# About this task
Copy out, from the entries below, each line holding the string "lane".

Saved entries:
'''
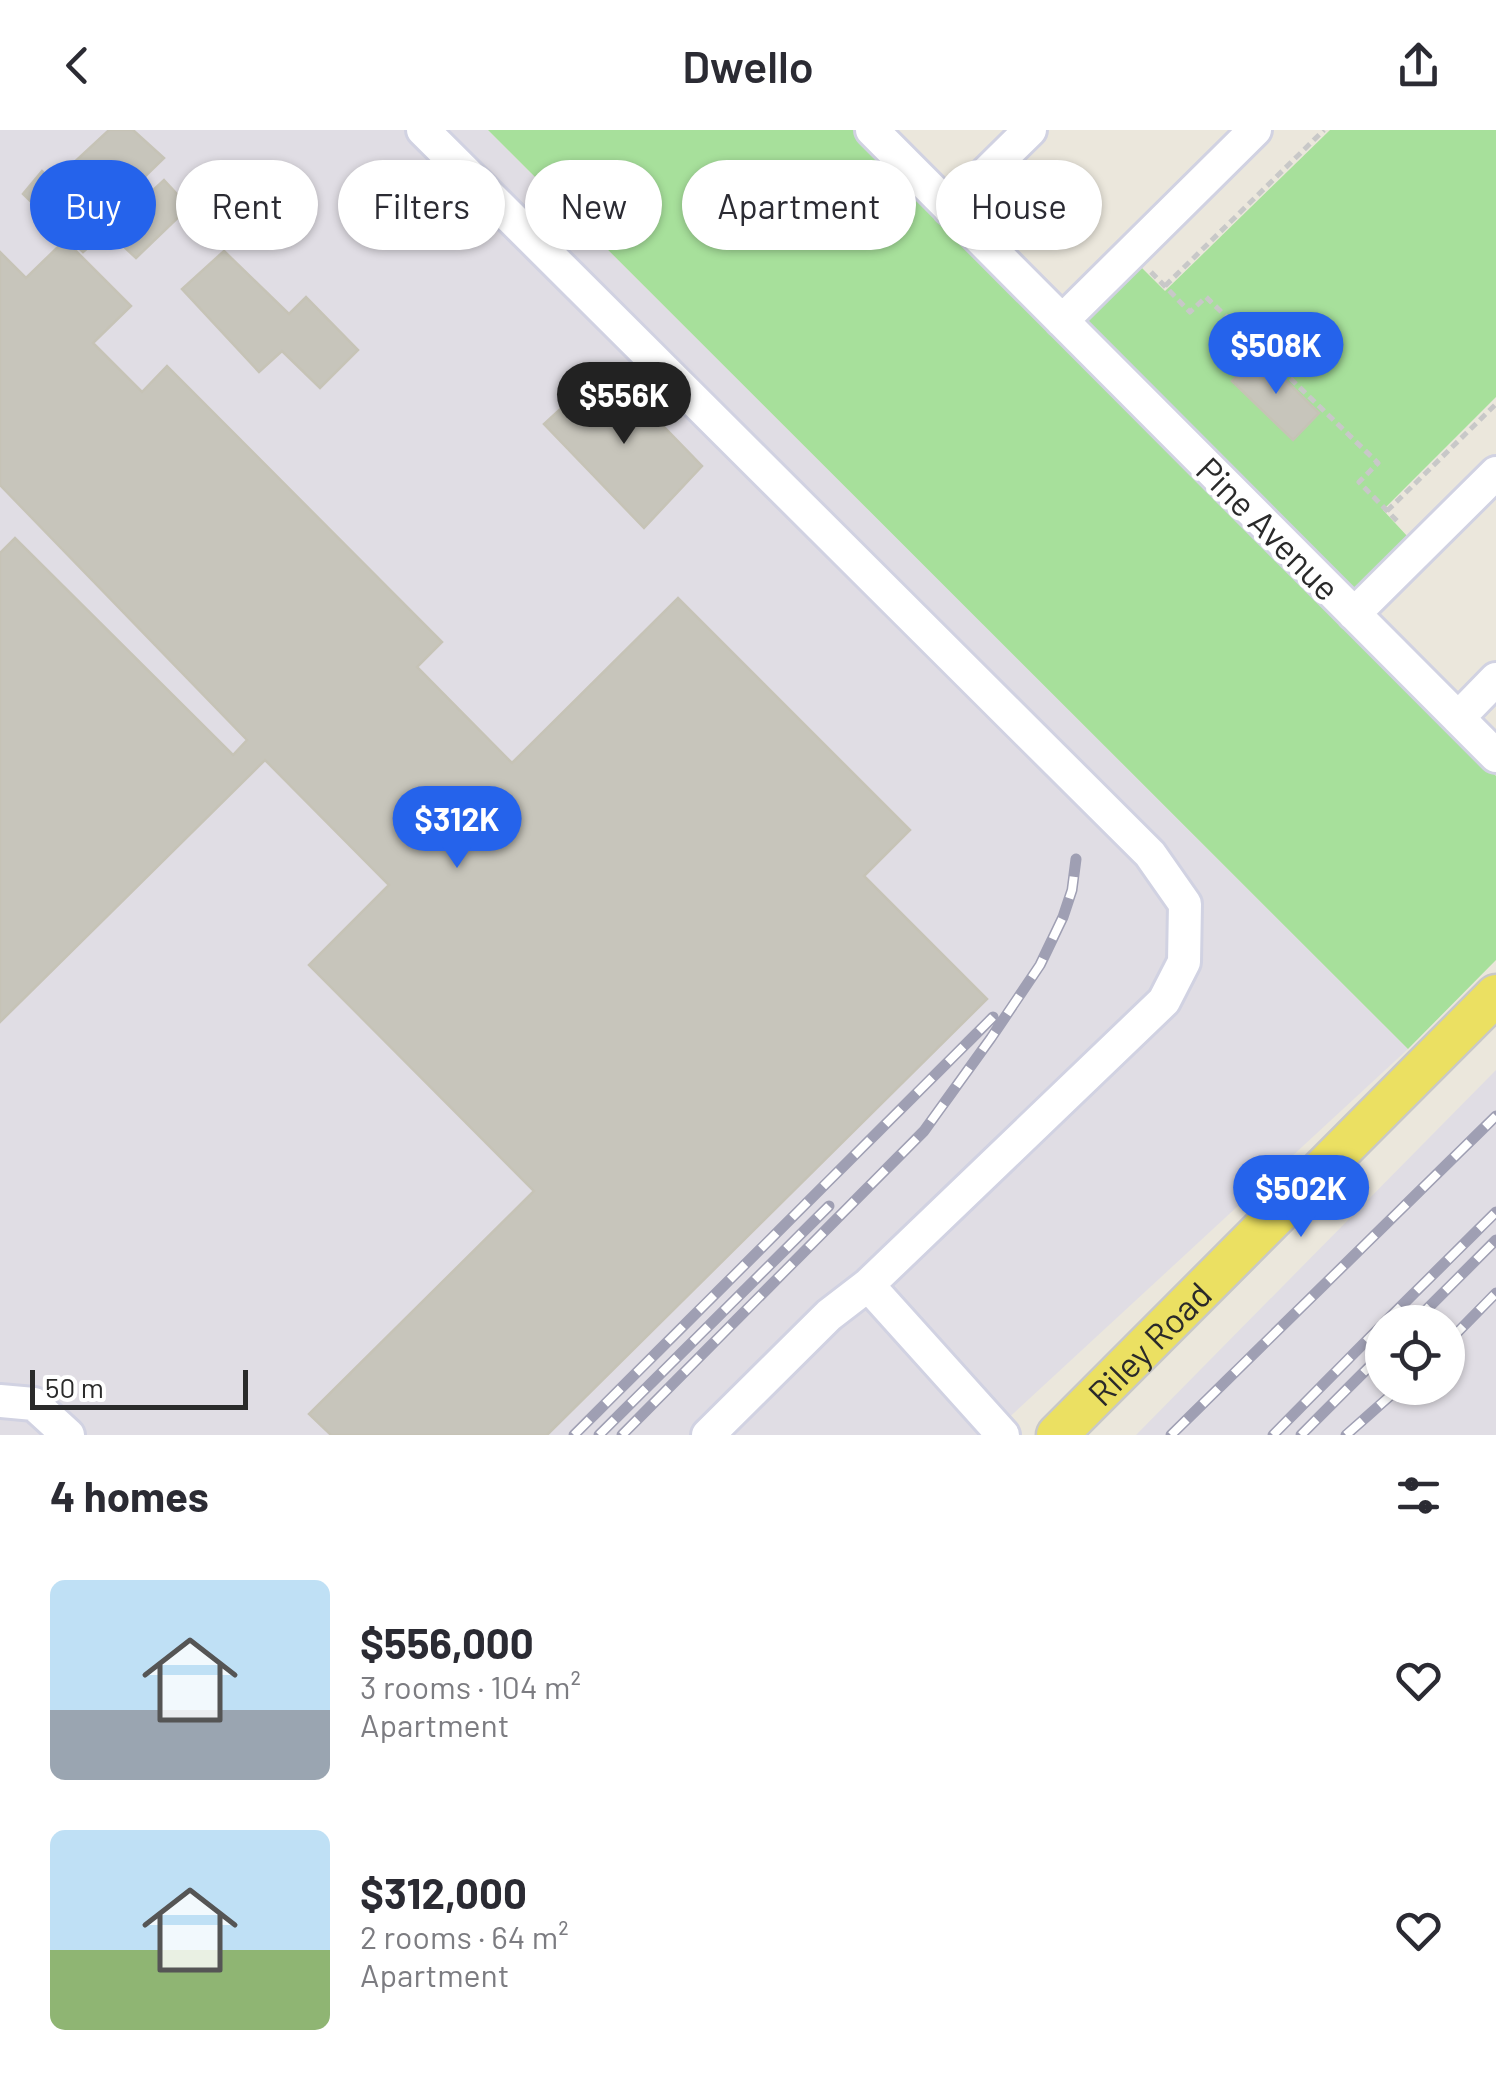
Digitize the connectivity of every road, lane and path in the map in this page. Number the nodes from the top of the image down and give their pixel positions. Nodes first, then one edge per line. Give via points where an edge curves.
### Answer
1 (423, 130) edge
2 (872, 130) edge
3 (1030, 130) edge
4 (1255, 130) edge
5 (1324, 130) edge
6 (1000, 160) edge
7 (936, 195) edge
8 (991, 250) edge
9 (1132, 252) junction
10 (1165, 286) junction
11 (1062, 321) junction
12 (1496, 404) edge
13 (1496, 474) edge
14 (1387, 511) junction
15 (1422, 546) junction
16 (1354, 614) junction
17 (1496, 680) edge
18 (1458, 718) junction
19 (1496, 756) edge
20 (1496, 995) edge
21 (868, 1286) junction
22 (0, 1401) edge
23 (68, 1435) edge
24 (708, 1435) edge
25 (1003, 1435) edge
26 (1056, 1435) edge

1 - 21 street via 1150,854 1186,904 1184,962 1164,1001
2 - 7 street, Pine Avenue
3 - 6 street
4 - 9 street
5 - 10 path
8 - 11 street, Pine Avenue
9 - 10 path
9 - 11 street
10 - 14 path via 1190,312 1206,297 1378,464 1359,482
11 - 16 street, Pine Avenue
12 - 14 path
13 - 15 street
14 - 15 path
15 - 16 street
16 - 18 street, Pine Avenue
17 - 18 street
18 - 19 street, Pine Avenue
20 - 26 main road, Riley Road
21 - 24 street via 829,1315
21 - 25 street
22 - 23 street via 34,1404

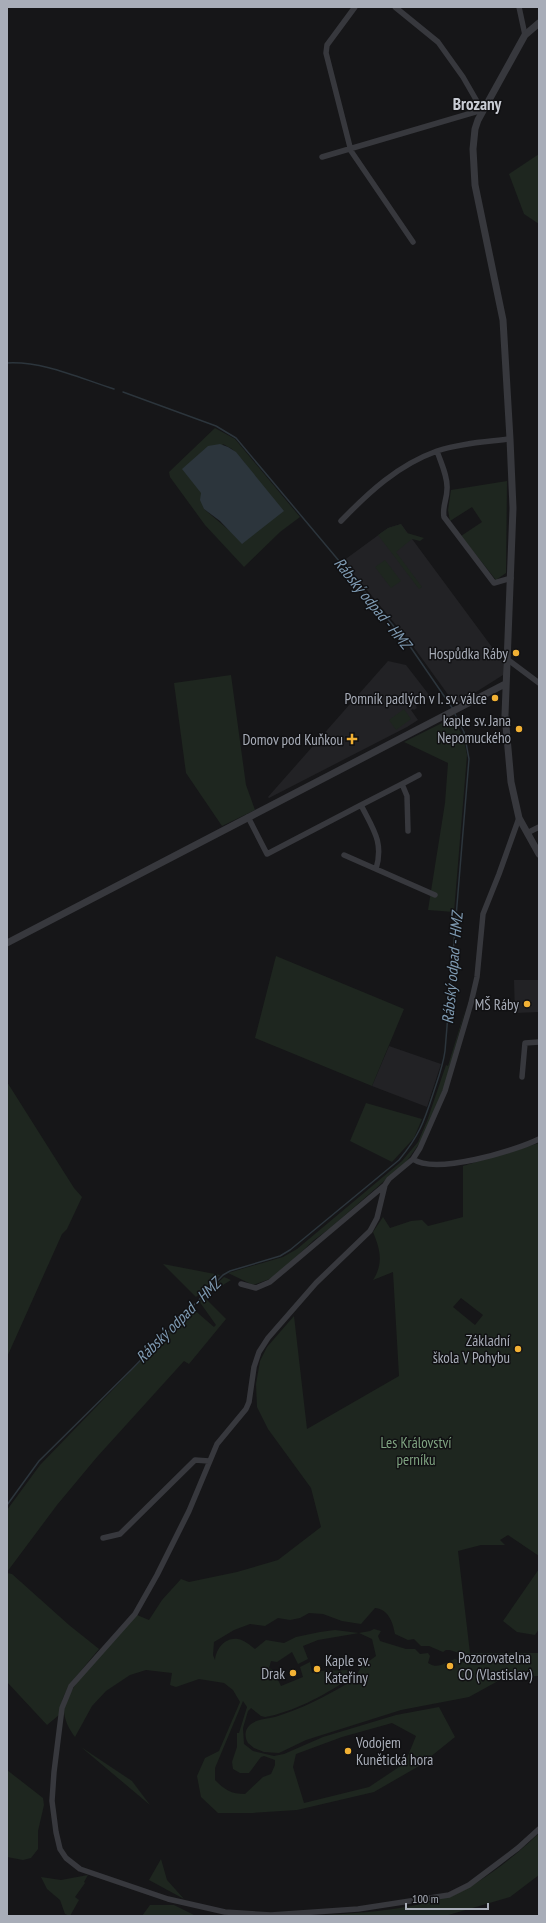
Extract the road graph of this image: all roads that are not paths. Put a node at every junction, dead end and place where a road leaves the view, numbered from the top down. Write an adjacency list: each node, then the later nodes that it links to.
1 (355, 7): 7 (street)
2 (395, 7): 6 (street)
3 (519, 7): 5 (street)
4 (539, 23): 5 (street)
5 (525, 35): 6 (street)
6 (482, 110): 7 (street); 10 (street)
7 (350, 148): 8 (street); 9 (street)
8 (322, 156)
9 (413, 242)
10 (510, 439): 11 (street); 13 (street)
11 (437, 452): 12 (street); 13 (street)
12 (341, 521)
13 (511, 578): 14 (street)
14 (507, 659): 15 (street); 16 (street)
15 (539, 683)
16 (506, 684): 20 (street); 21 (street)
17 (419, 775): 18 (street)
18 (402, 784): 19 (street); 23 (street)
19 (361, 805): 20 (street); 27 (street)
20 (248, 817): 29 (street)
21 (519, 818): 24 (street); 33 (street)
22 (539, 827): 24 (street)
23 (408, 831)
24 (527, 833): 25 (street)
25 (539, 854)
26 (344, 855): 27 (street)
27 (376, 869): 28 (street)
28 (435, 895)
29 (7, 943)
30 (539, 1042): 31 (street)
31 (522, 1077)
32 (539, 1139): 33 (street)
33 (413, 1159): 34 (street)
34 (385, 1185): 35 (street); 36 (street)
35 (241, 1284)
36 (208, 1461): 37 (street); 38 (street)
37 (103, 1538)
38 (539, 1828)

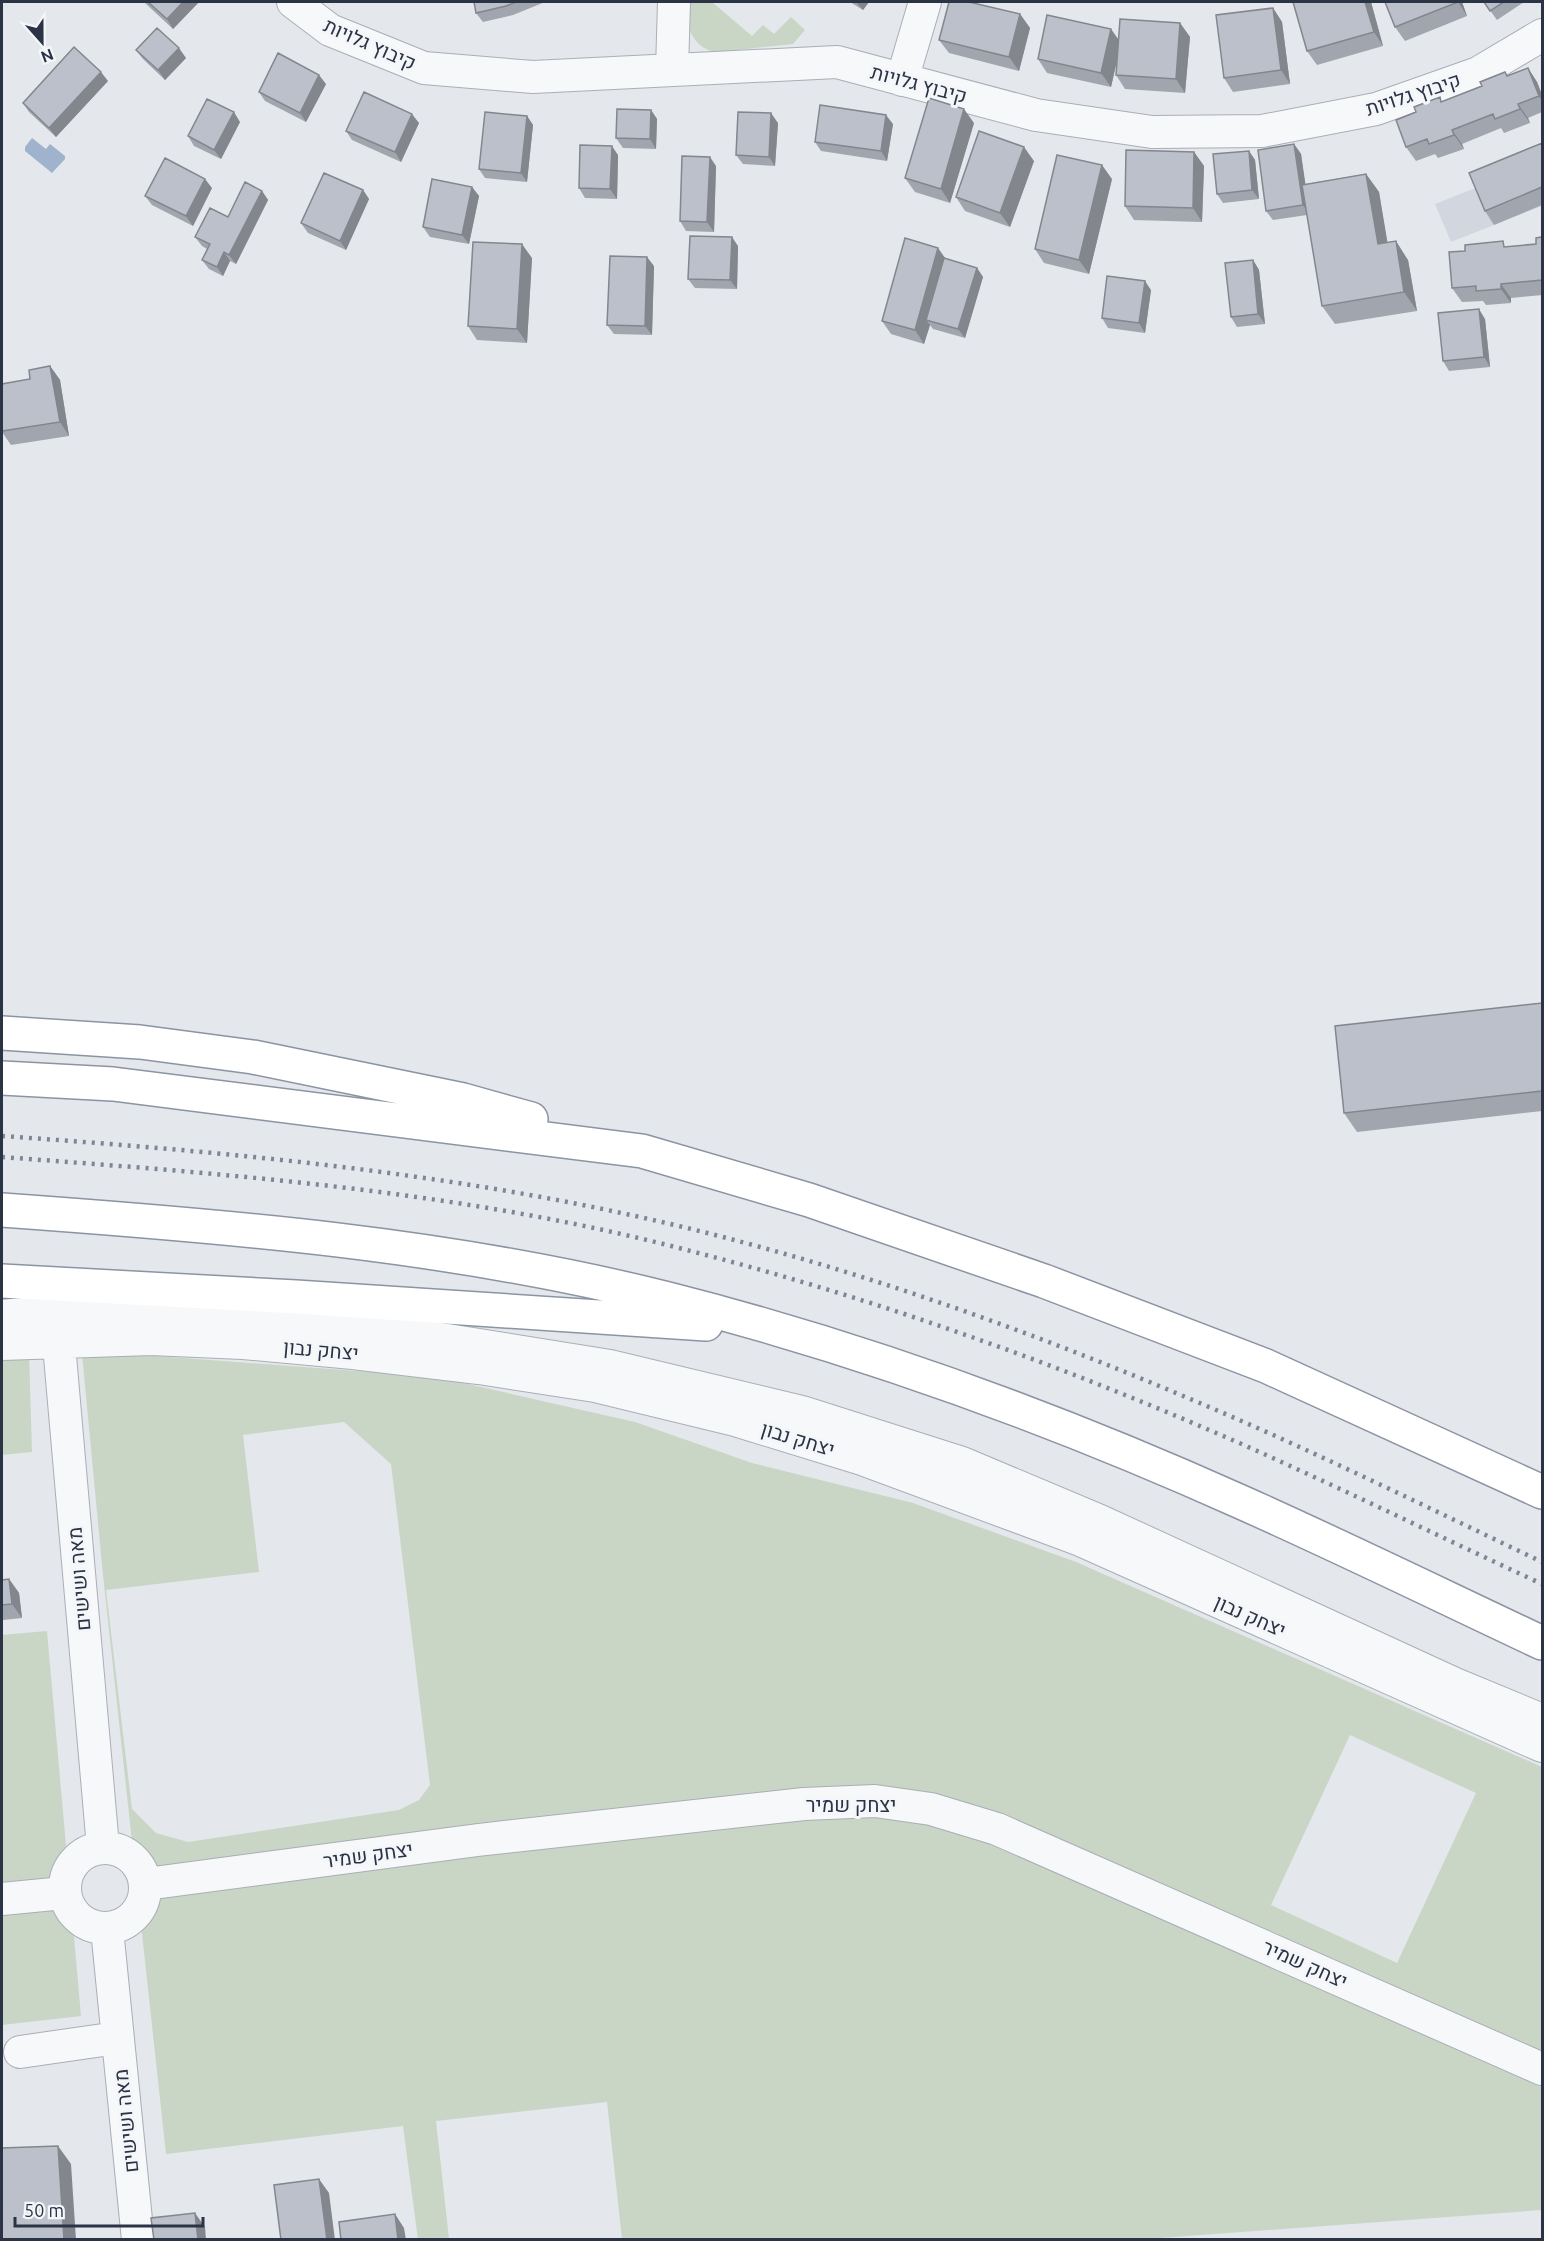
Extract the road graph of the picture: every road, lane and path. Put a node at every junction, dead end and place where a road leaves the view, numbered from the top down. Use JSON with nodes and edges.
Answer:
'''
# Response
Digitize the connectivity of every road, lane and path in the map in this page. Number the nodes from the top of the image down and give their pixel positions. Nodes first, then one edge per line. Give via points where an edge curves.
Extract the road graph of the picture: every road, lane and path. Put a node at every junction, dead end and place where a road leaves the view, numbered from the top down. Use JSON with nodes and edges.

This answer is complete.